Problem to solve ::
If a line in the data below holds the word "Right", copy it.

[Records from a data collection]

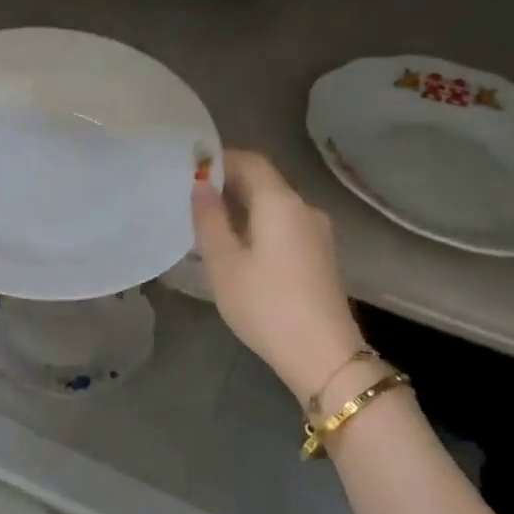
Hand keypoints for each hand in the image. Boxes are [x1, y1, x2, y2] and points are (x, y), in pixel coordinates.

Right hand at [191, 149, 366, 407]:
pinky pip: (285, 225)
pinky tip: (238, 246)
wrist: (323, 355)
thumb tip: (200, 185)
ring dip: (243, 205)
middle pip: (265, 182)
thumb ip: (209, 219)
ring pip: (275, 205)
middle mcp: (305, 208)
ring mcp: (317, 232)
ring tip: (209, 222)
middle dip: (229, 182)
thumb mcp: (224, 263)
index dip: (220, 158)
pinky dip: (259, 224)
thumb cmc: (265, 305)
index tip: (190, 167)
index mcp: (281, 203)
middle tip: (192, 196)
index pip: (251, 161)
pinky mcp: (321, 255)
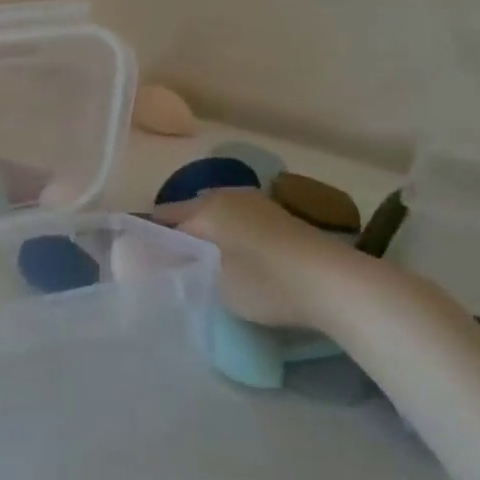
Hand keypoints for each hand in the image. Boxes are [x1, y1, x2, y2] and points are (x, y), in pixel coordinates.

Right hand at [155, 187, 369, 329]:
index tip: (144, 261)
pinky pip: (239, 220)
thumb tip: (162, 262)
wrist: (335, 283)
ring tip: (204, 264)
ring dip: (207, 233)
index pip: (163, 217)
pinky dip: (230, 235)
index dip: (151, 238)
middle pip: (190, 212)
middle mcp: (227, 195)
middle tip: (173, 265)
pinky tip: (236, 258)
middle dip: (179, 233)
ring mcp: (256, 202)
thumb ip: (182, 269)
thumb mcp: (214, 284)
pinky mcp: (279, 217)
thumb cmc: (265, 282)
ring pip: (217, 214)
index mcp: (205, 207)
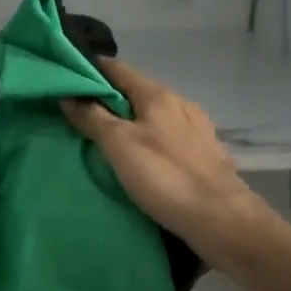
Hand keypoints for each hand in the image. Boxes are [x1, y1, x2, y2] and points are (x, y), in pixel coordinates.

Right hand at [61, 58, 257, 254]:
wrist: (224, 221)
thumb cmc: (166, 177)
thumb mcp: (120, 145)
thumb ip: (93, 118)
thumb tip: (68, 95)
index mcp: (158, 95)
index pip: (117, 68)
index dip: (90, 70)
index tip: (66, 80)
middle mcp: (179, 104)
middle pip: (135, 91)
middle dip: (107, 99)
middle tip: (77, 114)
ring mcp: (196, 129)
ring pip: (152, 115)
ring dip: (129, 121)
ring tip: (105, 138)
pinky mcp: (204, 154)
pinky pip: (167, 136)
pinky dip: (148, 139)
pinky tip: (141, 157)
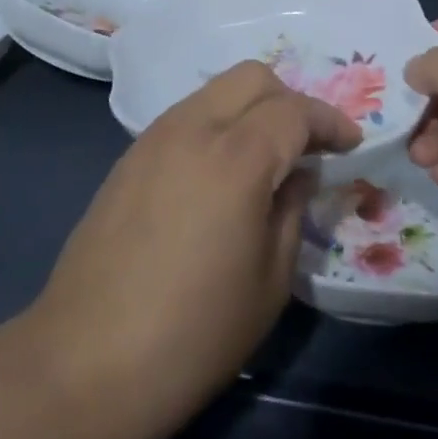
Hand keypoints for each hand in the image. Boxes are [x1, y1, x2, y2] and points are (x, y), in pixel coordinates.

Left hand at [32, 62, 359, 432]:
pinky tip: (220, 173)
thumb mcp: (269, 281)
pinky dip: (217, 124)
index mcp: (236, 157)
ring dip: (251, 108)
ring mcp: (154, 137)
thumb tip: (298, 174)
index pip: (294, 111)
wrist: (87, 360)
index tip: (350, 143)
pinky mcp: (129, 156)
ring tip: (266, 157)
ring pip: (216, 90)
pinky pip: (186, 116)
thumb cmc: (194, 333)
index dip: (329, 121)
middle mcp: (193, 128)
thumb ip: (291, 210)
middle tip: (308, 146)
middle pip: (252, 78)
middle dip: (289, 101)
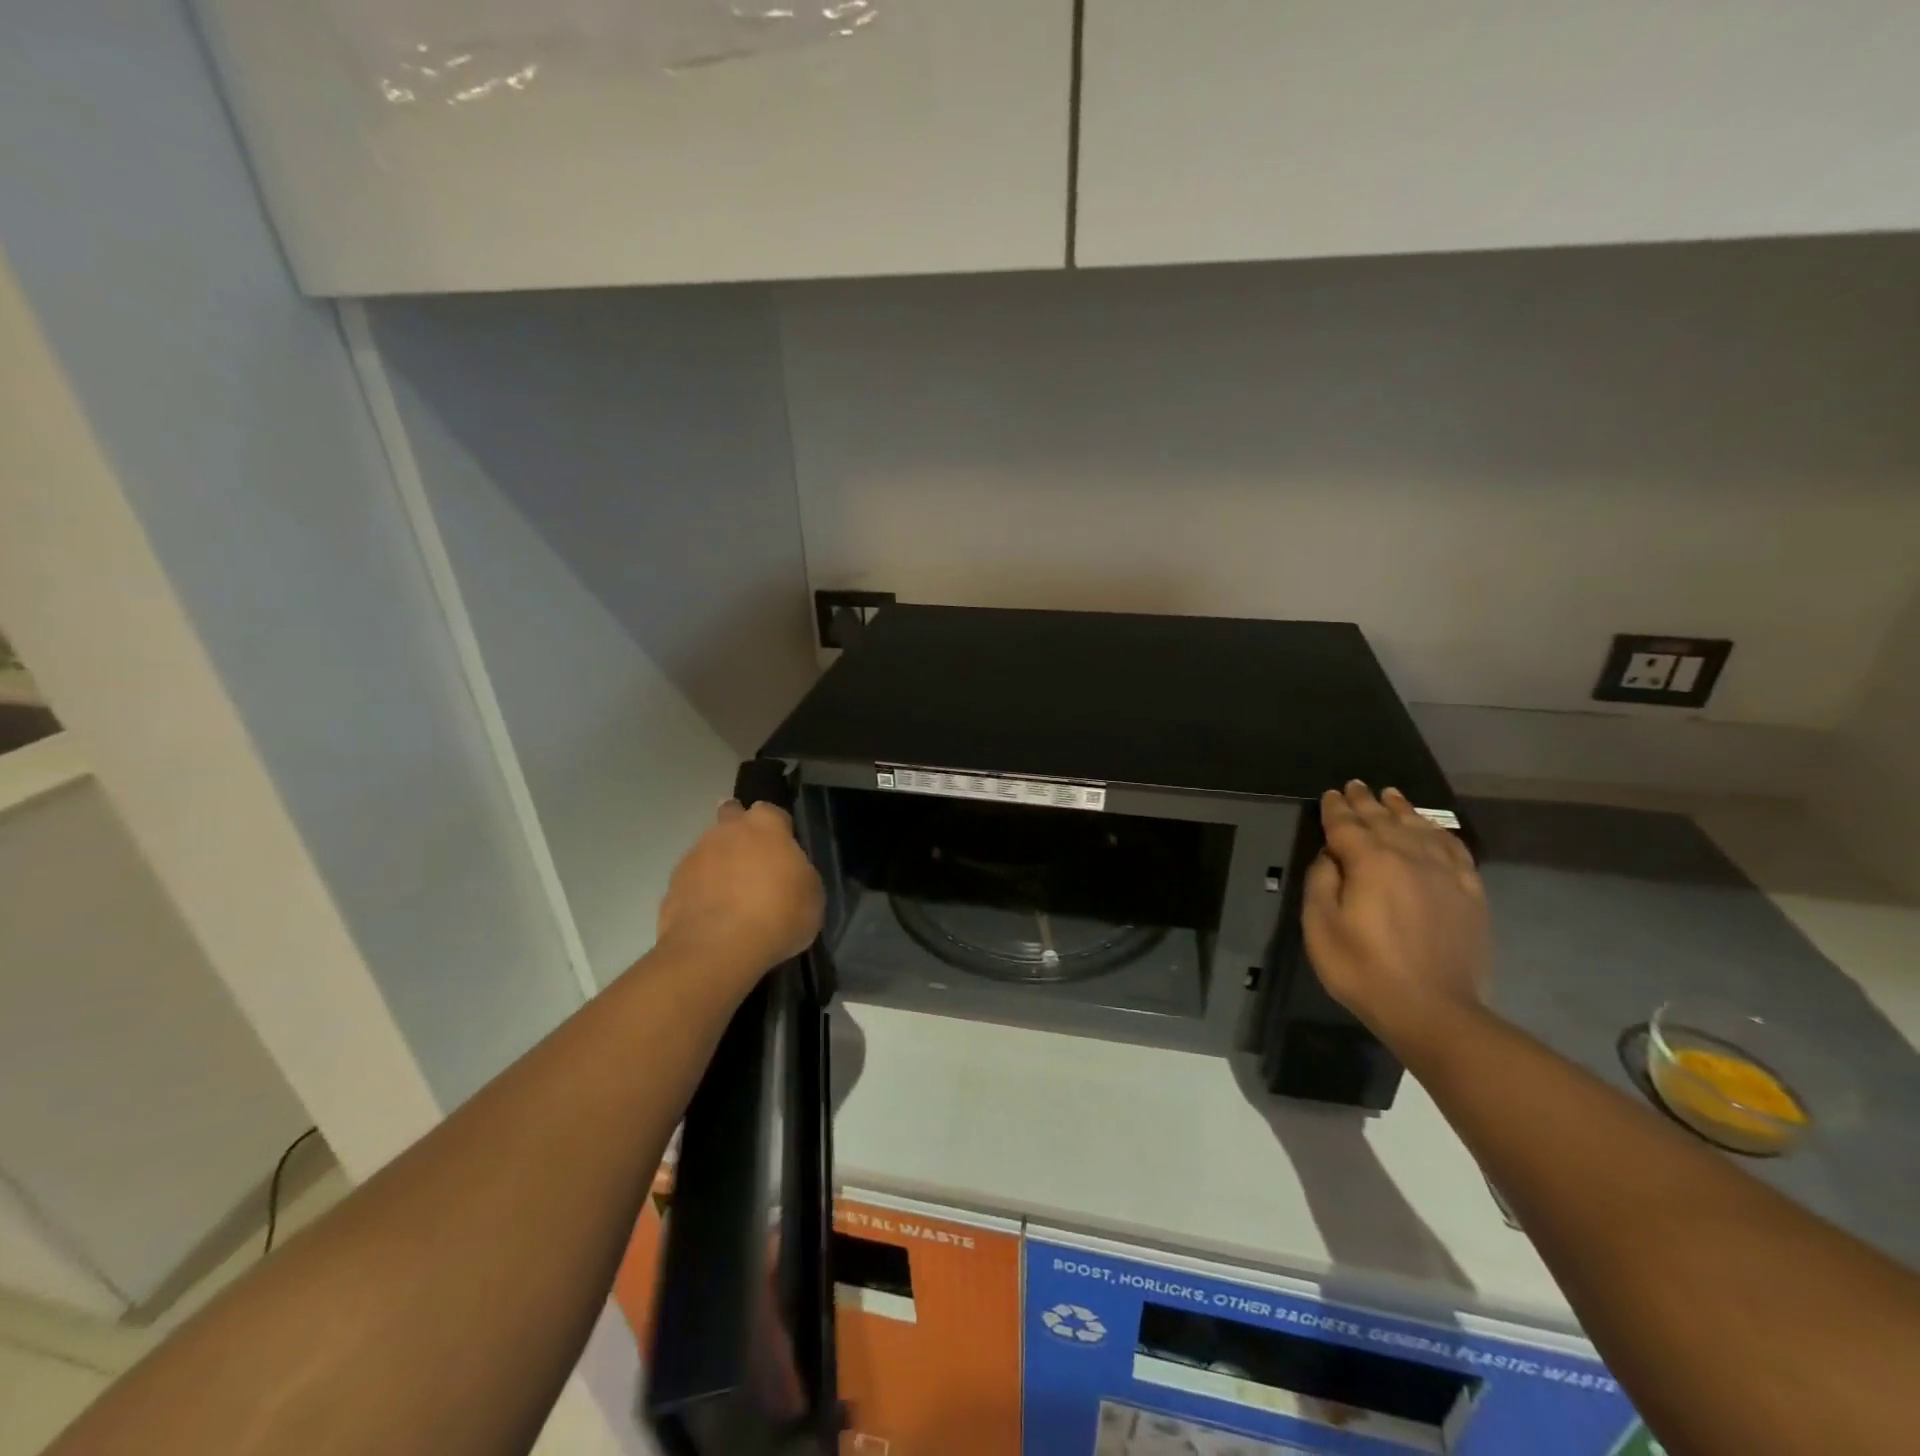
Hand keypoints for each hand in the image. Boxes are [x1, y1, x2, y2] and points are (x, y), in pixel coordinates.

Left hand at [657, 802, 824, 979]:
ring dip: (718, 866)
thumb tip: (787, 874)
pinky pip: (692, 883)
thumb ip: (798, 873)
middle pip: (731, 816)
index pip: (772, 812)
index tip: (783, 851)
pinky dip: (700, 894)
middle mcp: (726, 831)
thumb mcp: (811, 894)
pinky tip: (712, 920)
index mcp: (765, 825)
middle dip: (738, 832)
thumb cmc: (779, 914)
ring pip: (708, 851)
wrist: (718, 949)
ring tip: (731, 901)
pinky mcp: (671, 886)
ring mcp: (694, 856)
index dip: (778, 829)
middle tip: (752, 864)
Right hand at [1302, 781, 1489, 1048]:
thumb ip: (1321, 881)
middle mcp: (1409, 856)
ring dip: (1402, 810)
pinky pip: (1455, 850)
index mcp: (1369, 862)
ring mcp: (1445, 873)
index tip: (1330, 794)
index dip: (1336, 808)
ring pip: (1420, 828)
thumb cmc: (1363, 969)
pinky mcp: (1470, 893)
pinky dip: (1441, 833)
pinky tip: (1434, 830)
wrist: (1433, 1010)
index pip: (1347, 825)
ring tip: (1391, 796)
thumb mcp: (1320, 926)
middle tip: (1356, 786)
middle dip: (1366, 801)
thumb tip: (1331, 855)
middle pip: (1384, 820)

Answer box ::
Right hand at [191, 149, 366, 407]:
Right hand at [155, 187, 369, 329]:
Right hand at [61, 58, 257, 254]:
Right hand at [1302, 781, 1489, 1048]:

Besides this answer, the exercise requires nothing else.